== Segment start ==

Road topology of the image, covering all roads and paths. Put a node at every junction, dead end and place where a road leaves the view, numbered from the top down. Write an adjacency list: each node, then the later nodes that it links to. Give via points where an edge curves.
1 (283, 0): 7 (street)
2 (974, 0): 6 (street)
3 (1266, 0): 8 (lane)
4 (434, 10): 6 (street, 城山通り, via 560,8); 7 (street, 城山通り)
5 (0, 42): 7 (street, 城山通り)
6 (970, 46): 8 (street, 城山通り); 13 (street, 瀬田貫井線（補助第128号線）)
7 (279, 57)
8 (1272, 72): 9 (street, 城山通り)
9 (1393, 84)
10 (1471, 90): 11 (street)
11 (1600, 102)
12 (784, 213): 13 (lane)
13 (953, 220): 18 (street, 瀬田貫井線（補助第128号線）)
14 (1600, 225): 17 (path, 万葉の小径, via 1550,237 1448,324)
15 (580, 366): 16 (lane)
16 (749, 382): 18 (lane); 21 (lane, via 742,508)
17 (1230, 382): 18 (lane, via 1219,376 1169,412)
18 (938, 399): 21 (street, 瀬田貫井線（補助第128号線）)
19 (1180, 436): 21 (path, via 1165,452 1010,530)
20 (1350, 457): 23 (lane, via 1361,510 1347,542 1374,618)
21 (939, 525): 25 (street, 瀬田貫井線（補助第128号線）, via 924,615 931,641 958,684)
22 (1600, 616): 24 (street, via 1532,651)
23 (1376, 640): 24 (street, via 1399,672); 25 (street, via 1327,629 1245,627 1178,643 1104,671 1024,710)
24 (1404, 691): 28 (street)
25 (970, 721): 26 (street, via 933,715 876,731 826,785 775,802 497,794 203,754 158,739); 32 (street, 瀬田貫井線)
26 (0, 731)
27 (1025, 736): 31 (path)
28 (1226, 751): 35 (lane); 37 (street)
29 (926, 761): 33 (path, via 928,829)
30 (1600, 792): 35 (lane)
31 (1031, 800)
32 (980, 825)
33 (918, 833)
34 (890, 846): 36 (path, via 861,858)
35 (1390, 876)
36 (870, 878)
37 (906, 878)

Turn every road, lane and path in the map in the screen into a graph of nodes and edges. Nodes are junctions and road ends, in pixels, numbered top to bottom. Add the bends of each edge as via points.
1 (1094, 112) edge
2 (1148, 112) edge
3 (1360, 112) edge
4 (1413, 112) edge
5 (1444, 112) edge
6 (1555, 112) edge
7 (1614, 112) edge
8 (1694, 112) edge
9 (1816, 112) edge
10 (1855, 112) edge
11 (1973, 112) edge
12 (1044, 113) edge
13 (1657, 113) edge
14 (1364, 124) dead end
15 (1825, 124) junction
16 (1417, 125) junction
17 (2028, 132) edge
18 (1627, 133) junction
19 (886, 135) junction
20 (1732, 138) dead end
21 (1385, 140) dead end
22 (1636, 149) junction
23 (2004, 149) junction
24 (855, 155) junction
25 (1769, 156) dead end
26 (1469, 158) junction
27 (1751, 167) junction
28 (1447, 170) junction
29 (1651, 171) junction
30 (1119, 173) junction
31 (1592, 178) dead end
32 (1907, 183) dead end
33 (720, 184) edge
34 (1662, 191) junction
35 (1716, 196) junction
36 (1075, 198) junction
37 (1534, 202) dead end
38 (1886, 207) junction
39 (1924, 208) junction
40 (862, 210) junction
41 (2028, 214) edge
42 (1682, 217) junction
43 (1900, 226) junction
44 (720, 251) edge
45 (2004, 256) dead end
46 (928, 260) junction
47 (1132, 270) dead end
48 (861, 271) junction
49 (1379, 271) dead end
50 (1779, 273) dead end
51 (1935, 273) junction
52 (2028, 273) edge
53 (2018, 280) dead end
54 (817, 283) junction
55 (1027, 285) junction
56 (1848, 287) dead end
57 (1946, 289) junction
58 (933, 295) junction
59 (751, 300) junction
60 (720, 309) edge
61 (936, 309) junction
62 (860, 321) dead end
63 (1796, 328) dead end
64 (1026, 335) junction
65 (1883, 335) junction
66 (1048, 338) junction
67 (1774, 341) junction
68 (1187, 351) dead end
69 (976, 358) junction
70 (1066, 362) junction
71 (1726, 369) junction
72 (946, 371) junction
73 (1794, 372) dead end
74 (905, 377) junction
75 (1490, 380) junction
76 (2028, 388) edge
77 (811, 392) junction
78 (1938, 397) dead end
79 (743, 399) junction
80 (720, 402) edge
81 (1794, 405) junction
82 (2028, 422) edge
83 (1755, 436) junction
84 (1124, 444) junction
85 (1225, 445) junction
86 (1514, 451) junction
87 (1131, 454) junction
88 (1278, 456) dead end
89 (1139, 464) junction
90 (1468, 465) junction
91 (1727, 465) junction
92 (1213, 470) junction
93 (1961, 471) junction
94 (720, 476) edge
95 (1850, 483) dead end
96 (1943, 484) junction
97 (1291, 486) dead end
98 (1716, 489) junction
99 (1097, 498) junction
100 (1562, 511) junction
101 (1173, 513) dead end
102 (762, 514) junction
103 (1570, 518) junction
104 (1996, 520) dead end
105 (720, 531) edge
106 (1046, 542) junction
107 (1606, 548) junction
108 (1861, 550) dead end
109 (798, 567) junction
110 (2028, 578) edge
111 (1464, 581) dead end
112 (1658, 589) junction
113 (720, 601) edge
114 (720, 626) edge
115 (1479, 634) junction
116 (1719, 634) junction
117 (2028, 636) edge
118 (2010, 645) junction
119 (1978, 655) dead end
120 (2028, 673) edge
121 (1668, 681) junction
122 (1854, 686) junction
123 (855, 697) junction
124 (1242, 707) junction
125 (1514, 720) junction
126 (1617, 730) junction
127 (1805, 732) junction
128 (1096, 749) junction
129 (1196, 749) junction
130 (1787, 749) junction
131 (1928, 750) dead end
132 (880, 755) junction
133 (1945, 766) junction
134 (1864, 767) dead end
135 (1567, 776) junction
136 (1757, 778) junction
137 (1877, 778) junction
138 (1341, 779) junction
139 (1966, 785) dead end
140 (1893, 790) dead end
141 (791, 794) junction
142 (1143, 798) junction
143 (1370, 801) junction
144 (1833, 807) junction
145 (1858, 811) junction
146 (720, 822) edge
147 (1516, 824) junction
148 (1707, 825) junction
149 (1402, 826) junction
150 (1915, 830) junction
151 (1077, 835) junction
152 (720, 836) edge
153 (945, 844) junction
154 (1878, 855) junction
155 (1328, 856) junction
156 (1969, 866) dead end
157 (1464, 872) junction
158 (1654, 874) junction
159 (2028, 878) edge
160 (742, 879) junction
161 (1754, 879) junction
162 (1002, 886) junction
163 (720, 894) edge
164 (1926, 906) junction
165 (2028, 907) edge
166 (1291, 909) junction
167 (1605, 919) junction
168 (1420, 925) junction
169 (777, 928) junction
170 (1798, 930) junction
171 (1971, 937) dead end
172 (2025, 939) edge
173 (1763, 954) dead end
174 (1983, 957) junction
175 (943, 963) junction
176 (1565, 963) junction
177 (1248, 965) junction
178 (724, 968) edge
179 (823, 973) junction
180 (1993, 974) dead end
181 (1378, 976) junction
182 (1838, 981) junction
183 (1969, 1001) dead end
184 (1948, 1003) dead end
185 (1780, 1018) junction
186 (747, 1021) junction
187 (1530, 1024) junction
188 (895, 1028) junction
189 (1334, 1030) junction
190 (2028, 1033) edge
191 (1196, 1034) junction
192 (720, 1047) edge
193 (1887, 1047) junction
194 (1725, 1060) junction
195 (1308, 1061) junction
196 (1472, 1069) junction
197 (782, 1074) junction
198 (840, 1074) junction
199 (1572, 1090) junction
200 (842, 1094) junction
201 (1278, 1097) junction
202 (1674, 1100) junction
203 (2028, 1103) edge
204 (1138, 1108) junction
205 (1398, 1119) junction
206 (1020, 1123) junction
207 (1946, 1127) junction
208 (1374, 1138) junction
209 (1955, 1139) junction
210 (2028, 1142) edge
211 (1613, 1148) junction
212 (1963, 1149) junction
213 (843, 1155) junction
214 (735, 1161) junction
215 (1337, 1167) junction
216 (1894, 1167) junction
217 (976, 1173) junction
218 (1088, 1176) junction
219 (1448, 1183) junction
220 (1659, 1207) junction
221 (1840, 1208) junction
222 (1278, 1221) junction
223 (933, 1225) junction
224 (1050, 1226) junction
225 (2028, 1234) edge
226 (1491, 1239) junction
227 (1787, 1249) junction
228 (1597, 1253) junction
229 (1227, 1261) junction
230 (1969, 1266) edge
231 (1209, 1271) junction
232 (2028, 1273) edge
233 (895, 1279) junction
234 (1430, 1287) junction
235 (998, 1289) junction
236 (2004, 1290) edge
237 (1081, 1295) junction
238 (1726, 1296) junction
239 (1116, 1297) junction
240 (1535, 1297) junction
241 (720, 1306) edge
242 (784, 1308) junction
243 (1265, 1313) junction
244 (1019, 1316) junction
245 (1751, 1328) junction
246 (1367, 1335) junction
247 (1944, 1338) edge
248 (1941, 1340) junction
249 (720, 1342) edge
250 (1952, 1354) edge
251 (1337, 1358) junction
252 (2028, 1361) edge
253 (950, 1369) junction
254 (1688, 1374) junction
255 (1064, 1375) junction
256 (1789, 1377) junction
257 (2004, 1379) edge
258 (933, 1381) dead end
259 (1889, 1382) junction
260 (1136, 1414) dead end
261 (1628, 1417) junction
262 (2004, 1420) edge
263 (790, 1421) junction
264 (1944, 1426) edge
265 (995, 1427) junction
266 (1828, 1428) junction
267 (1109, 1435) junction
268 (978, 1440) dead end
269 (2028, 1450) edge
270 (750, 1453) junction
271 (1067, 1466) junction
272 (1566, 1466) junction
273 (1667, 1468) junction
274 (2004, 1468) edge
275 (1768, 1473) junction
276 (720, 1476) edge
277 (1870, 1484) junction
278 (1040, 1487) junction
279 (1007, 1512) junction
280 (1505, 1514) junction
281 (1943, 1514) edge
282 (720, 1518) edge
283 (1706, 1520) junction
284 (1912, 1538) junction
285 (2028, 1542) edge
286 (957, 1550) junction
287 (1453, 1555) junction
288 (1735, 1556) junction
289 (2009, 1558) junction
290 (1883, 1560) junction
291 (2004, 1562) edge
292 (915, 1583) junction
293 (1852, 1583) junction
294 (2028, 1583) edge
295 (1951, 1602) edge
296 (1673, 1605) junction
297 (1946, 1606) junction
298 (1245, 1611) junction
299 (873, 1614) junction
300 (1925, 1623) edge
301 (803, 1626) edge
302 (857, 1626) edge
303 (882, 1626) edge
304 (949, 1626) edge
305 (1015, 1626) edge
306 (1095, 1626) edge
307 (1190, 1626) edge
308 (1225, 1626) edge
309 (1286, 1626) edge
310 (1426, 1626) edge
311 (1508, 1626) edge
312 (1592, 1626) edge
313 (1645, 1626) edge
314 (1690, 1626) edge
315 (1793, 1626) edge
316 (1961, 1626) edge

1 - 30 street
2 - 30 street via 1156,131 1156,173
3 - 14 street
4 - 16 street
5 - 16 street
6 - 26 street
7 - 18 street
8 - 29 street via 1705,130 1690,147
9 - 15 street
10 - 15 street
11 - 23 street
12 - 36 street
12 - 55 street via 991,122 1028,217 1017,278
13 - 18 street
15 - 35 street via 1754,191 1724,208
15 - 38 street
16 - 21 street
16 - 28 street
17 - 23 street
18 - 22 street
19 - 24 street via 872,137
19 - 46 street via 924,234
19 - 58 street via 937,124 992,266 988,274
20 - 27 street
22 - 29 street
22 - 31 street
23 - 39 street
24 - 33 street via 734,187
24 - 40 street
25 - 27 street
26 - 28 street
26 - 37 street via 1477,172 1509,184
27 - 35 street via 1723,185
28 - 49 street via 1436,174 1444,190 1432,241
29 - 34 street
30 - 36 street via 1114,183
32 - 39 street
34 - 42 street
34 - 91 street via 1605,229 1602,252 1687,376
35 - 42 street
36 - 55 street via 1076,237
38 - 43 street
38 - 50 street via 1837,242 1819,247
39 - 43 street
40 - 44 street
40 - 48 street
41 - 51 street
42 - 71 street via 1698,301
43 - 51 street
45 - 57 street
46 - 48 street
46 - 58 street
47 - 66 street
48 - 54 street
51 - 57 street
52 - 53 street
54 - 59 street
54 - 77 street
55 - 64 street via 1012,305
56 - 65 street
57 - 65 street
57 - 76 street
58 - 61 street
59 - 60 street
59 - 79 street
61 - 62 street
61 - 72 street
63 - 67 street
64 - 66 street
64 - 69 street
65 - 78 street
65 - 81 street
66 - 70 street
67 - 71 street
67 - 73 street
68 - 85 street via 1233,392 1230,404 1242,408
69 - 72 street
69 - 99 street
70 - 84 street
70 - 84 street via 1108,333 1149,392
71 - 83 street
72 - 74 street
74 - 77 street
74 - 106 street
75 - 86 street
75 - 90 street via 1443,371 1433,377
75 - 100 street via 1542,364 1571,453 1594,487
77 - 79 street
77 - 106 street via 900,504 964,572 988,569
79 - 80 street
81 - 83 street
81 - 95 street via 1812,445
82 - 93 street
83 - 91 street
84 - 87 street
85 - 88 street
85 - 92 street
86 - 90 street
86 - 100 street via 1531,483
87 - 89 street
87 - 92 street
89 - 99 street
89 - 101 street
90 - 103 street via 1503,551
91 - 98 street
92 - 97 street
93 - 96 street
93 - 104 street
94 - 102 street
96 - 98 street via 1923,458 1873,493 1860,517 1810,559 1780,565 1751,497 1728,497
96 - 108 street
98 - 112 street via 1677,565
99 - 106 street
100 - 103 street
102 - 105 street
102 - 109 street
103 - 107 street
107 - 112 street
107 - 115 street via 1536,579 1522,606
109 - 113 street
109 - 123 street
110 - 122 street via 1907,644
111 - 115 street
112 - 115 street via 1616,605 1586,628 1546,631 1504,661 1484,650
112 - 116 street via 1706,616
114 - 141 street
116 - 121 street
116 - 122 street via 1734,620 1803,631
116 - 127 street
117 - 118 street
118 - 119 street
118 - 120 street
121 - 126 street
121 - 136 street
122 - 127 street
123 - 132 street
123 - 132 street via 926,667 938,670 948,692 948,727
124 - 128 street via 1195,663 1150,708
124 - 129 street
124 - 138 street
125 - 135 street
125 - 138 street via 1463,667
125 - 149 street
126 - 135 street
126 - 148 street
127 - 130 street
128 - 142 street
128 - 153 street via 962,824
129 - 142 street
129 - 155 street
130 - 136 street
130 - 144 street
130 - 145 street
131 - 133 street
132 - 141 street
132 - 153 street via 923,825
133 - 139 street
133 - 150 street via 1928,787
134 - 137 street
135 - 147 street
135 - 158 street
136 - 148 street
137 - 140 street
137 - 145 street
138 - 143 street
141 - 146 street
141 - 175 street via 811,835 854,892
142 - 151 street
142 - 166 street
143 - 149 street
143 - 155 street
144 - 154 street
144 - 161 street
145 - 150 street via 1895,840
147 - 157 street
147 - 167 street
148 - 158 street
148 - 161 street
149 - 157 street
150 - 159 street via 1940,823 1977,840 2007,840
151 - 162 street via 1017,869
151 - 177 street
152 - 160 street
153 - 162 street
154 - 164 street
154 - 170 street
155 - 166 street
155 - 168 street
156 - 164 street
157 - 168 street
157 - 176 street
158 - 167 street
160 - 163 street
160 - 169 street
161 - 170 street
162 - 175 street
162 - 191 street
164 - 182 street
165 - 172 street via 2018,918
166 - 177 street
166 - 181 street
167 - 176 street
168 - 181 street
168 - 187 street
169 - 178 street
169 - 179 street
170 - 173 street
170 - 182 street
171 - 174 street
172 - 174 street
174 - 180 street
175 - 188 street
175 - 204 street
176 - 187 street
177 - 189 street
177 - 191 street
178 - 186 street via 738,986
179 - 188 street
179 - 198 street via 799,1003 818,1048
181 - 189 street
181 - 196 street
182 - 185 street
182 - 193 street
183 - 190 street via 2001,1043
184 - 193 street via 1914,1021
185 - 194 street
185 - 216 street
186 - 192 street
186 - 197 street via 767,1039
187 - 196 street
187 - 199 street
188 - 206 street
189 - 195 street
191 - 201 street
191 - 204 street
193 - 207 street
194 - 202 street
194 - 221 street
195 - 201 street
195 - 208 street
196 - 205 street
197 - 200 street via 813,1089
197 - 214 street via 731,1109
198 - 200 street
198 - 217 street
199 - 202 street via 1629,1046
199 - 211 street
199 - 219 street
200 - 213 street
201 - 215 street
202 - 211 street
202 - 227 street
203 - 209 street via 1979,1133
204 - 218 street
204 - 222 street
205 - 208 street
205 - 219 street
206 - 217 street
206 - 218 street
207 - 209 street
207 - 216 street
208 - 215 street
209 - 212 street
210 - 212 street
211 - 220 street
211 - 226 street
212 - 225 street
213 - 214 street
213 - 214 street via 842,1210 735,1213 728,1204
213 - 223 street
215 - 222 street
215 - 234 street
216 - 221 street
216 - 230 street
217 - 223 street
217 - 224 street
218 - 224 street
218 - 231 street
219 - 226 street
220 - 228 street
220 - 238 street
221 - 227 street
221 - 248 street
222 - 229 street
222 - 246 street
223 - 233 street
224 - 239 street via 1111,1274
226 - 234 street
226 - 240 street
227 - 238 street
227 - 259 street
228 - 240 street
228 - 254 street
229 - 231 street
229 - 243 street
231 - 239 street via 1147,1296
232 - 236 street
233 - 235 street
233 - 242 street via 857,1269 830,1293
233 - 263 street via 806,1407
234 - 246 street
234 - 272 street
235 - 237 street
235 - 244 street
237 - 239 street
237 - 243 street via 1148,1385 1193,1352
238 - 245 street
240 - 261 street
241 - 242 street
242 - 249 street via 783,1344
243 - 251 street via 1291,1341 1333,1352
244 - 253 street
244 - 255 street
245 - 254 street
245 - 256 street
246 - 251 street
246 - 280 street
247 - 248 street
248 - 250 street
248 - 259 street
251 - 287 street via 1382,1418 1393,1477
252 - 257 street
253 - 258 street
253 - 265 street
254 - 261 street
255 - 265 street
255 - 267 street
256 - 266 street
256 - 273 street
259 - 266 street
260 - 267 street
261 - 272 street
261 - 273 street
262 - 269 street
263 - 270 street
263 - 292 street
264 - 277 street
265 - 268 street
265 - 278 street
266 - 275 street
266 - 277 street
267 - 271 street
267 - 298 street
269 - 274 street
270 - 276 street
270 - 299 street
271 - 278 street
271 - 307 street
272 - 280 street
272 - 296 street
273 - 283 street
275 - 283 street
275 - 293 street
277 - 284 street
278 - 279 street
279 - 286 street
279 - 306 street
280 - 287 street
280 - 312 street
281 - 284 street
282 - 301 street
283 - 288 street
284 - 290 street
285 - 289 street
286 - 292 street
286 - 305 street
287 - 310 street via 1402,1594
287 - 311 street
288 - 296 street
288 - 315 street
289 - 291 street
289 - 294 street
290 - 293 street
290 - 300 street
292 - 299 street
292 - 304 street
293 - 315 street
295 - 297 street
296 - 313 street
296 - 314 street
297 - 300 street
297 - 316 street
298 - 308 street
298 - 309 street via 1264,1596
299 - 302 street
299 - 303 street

== Segment end ==

Instructions for the task
Exactly how many lines in the records above hold the string "城山通り"? Reply with that number only.

Response
4